[Opening Given entries section]

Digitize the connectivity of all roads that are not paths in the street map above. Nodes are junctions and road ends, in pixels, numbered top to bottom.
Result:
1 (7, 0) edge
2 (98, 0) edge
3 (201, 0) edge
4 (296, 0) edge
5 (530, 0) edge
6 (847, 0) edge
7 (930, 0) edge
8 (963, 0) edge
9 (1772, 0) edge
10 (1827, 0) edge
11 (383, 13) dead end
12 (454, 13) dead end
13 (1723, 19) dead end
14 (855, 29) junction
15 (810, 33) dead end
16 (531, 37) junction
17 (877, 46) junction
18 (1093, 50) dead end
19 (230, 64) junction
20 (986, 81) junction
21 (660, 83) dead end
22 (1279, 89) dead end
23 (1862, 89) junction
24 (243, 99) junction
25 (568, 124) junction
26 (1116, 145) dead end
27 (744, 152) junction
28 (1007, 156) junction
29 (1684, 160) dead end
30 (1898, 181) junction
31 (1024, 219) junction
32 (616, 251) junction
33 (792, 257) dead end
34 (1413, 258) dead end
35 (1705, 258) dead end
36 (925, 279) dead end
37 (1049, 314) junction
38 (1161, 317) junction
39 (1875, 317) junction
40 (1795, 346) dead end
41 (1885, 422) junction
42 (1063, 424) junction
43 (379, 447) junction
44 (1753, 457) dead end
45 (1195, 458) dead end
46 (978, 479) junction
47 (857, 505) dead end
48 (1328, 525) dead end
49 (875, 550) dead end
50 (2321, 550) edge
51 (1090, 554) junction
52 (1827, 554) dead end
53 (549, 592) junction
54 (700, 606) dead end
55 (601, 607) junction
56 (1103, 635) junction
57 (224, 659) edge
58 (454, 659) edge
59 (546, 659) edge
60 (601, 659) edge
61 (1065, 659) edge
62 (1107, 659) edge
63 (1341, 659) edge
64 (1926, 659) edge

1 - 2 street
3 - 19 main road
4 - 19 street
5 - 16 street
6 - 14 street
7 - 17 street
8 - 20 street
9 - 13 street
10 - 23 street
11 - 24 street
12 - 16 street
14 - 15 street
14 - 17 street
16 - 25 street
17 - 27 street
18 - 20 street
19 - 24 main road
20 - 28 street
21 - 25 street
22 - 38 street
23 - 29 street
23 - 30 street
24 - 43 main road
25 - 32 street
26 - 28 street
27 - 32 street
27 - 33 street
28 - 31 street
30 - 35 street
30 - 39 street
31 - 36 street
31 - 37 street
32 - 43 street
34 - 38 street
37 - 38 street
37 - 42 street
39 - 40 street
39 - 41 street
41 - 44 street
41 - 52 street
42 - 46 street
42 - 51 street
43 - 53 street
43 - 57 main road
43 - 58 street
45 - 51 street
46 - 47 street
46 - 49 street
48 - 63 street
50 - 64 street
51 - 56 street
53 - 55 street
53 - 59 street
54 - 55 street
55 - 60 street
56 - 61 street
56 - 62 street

[Closing Given entries section]

◆ **Your instructions**
Each line of the data that holds "main" should be reported.

◆ **Task response**
3 - 19 main road
19 - 24 main road
24 - 43 main road
43 - 57 main road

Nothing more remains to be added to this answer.